**Task statement**
Retype verbatim the lines of the listing, from the very first through the line with "Trace the roads".

________________

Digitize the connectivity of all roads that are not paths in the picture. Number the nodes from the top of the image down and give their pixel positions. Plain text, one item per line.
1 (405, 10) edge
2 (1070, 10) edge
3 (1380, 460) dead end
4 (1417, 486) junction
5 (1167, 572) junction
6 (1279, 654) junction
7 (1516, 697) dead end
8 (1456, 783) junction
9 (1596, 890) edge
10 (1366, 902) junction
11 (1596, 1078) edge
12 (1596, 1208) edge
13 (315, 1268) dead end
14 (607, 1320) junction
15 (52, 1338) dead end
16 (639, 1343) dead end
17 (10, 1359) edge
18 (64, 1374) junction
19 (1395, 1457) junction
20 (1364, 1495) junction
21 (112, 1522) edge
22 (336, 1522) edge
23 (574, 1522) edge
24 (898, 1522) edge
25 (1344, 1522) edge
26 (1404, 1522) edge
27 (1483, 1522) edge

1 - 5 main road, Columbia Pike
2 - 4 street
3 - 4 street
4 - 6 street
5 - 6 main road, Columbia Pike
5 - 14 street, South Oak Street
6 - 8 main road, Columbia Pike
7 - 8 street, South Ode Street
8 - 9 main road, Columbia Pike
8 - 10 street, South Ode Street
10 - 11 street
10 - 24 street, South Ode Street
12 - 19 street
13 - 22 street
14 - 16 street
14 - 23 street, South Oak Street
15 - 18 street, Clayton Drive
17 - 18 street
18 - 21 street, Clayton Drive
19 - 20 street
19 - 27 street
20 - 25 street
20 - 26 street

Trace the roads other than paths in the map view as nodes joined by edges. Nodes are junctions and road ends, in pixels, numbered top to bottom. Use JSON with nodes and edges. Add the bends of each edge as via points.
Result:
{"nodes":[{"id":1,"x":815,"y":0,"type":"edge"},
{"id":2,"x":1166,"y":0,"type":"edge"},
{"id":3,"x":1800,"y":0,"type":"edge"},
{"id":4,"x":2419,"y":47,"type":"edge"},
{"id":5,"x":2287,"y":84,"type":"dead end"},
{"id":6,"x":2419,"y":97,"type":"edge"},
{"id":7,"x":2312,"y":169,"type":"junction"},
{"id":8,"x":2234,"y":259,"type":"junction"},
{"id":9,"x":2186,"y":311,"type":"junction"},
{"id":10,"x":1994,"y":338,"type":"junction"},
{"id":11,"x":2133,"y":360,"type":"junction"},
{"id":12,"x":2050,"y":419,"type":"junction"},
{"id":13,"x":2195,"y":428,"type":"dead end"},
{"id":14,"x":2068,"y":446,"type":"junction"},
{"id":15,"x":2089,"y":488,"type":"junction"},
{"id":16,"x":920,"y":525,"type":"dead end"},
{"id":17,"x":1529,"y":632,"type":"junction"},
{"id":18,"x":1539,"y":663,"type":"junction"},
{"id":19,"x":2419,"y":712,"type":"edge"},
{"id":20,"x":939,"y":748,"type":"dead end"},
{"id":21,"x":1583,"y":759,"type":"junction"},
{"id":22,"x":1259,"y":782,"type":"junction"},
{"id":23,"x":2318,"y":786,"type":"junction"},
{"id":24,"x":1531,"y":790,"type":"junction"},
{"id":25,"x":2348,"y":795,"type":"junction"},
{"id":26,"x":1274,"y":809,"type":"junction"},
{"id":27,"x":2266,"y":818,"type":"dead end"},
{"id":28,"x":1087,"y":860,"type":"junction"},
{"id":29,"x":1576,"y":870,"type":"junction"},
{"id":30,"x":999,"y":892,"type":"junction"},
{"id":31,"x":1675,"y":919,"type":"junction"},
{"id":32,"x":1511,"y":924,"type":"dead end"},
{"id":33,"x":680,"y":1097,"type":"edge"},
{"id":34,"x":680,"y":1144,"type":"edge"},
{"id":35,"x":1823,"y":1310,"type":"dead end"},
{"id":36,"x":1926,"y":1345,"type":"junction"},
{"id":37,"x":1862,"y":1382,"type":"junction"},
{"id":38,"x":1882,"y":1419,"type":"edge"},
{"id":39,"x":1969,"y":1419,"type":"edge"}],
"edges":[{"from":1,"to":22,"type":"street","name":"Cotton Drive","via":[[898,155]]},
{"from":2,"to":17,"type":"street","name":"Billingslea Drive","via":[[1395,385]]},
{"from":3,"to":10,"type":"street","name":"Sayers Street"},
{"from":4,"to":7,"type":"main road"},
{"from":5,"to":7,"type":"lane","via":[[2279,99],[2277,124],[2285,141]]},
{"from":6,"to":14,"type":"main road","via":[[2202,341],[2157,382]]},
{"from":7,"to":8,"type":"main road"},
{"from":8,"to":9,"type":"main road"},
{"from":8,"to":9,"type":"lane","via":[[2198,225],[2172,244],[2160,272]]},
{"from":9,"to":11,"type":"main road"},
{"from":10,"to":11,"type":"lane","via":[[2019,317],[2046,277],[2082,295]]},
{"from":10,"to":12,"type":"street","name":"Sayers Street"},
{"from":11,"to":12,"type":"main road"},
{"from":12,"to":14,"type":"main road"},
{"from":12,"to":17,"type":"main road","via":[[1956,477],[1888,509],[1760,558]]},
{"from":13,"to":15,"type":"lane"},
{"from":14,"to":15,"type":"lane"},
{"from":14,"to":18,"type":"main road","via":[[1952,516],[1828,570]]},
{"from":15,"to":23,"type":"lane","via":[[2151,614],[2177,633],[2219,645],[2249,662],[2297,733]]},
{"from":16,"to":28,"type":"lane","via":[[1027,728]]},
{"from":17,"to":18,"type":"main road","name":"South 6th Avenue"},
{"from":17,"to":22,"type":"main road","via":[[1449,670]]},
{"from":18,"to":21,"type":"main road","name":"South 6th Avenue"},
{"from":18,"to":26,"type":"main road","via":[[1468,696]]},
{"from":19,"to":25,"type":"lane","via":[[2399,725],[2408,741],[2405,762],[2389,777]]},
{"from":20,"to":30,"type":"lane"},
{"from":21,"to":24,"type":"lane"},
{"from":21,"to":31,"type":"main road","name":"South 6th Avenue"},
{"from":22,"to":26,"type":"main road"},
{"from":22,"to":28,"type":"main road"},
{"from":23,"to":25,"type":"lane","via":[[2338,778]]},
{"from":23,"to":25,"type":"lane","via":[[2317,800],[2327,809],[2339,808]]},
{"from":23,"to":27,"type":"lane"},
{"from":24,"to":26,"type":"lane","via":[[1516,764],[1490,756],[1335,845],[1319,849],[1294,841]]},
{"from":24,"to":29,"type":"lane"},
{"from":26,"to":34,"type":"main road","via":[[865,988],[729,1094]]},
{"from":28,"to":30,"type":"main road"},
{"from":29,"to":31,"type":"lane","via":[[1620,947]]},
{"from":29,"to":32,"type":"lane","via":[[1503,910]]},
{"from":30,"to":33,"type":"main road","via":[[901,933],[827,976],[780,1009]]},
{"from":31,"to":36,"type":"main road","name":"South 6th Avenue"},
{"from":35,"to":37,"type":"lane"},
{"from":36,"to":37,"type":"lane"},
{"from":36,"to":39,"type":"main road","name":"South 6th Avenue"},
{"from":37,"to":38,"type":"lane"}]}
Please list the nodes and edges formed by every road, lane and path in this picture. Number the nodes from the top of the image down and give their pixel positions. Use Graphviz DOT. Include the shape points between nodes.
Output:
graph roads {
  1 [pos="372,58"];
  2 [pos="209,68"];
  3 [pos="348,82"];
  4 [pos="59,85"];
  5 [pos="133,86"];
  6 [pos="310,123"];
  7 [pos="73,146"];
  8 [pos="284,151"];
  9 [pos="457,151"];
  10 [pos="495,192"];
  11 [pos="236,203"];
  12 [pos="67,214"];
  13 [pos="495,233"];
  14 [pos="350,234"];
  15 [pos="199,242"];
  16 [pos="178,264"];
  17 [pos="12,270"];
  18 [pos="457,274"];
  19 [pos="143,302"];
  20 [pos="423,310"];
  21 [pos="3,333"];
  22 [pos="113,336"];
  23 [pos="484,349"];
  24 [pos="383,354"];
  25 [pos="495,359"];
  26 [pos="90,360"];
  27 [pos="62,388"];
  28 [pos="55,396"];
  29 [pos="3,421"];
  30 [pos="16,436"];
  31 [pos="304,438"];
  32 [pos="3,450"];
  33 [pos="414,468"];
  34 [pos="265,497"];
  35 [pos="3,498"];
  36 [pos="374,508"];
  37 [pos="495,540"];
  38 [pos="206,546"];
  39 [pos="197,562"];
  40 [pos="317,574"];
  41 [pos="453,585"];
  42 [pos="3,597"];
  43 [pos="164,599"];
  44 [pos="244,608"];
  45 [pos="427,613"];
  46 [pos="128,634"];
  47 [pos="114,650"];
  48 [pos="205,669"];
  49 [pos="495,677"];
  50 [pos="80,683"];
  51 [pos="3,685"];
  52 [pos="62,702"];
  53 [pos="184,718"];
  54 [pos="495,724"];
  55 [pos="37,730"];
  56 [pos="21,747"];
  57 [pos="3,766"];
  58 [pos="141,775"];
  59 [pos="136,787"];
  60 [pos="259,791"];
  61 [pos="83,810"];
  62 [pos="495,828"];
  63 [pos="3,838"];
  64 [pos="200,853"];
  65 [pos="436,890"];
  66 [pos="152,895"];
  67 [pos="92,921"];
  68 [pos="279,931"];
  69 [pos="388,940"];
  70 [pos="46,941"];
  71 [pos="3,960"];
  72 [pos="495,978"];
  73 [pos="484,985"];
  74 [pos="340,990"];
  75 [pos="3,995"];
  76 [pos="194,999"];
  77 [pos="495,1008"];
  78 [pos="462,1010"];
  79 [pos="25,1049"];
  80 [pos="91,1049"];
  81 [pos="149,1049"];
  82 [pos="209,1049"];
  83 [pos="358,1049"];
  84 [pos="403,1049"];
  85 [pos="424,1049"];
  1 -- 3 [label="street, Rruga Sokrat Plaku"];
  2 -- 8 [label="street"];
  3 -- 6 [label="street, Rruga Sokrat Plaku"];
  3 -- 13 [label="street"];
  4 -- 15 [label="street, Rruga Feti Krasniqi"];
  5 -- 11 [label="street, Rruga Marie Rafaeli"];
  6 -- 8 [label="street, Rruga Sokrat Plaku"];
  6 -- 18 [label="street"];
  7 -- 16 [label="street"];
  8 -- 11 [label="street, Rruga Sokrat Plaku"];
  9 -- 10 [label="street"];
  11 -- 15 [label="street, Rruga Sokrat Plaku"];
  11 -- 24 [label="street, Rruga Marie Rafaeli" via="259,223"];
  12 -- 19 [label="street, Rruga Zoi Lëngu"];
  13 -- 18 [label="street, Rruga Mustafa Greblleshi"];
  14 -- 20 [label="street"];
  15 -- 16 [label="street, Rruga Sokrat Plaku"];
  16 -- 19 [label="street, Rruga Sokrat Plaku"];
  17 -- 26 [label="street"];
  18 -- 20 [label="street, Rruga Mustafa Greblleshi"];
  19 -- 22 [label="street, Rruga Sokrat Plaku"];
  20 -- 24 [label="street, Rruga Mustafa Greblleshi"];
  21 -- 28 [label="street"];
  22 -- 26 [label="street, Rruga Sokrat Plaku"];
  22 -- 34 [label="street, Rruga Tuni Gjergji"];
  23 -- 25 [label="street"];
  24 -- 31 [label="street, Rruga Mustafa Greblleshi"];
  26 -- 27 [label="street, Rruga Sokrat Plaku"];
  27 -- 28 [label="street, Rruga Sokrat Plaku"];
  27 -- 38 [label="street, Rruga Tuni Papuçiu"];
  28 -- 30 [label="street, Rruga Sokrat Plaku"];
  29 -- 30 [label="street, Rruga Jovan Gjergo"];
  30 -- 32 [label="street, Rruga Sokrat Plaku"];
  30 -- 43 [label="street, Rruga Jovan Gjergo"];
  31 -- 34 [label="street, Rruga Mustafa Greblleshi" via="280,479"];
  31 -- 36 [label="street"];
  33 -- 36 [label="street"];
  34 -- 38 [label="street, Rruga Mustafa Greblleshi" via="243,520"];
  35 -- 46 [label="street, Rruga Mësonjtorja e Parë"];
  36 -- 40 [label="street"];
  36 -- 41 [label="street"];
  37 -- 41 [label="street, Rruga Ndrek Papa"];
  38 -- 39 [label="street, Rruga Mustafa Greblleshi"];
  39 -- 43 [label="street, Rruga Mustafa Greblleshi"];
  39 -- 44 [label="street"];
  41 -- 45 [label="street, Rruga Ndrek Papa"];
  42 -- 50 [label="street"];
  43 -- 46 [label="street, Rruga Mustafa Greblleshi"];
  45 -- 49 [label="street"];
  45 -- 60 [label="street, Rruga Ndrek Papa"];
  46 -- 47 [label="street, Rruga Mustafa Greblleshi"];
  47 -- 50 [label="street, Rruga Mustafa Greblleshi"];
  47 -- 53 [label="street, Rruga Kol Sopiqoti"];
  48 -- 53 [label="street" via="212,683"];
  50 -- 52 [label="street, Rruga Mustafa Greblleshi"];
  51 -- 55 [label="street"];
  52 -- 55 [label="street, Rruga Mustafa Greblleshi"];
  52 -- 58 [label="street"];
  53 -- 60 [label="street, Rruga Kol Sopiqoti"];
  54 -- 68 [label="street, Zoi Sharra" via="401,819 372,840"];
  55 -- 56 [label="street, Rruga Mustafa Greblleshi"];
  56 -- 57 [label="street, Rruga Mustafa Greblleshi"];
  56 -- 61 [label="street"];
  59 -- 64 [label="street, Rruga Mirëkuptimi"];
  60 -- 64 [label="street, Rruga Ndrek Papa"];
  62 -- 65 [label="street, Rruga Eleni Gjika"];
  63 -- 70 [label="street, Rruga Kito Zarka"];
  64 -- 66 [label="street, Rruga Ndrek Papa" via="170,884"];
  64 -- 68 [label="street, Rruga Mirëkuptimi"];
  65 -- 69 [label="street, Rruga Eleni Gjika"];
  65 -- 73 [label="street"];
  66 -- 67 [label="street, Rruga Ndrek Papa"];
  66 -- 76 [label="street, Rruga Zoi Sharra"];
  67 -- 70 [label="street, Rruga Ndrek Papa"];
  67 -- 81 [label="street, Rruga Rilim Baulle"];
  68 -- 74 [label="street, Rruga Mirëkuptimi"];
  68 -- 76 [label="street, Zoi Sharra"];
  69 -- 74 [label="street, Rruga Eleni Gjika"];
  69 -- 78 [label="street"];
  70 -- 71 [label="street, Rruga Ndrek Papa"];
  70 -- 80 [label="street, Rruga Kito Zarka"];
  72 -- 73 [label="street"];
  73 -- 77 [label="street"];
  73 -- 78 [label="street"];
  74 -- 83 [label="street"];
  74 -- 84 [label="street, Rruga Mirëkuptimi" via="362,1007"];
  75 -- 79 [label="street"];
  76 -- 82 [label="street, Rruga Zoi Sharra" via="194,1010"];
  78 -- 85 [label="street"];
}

________________

**Reply**
Digitize the connectivity of all roads that are not paths in the picture. Number the nodes from the top of the image down and give their pixel positions. Plain text, one item per line.
1 (405, 10) edge
2 (1070, 10) edge
3 (1380, 460) dead end
4 (1417, 486) junction
5 (1167, 572) junction
6 (1279, 654) junction
7 (1516, 697) dead end
8 (1456, 783) junction
9 (1596, 890) edge
10 (1366, 902) junction
11 (1596, 1078) edge
12 (1596, 1208) edge
13 (315, 1268) dead end
14 (607, 1320) junction
15 (52, 1338) dead end
16 (639, 1343) dead end
17 (10, 1359) edge
18 (64, 1374) junction
19 (1395, 1457) junction
20 (1364, 1495) junction
21 (112, 1522) edge
22 (336, 1522) edge
23 (574, 1522) edge
24 (898, 1522) edge
25 (1344, 1522) edge
26 (1404, 1522) edge
27 (1483, 1522) edge

1 - 5 main road, Columbia Pike
2 - 4 street
3 - 4 street
4 - 6 street
5 - 6 main road, Columbia Pike
5 - 14 street, South Oak Street
6 - 8 main road, Columbia Pike
7 - 8 street, South Ode Street
8 - 9 main road, Columbia Pike
8 - 10 street, South Ode Street
10 - 11 street
10 - 24 street, South Ode Street
12 - 19 street
13 - 22 street
14 - 16 street
14 - 23 street, South Oak Street
15 - 18 street, Clayton Drive
17 - 18 street
18 - 21 street, Clayton Drive
19 - 20 street
19 - 27 street
20 - 25 street
20 - 26 street

Trace the roads other than paths in the map view as nodes joined by edges. Nodes are junctions and road ends, in pixels, numbered top to bottom. Use JSON with nodes and edges. Add the bends of each edge as via points.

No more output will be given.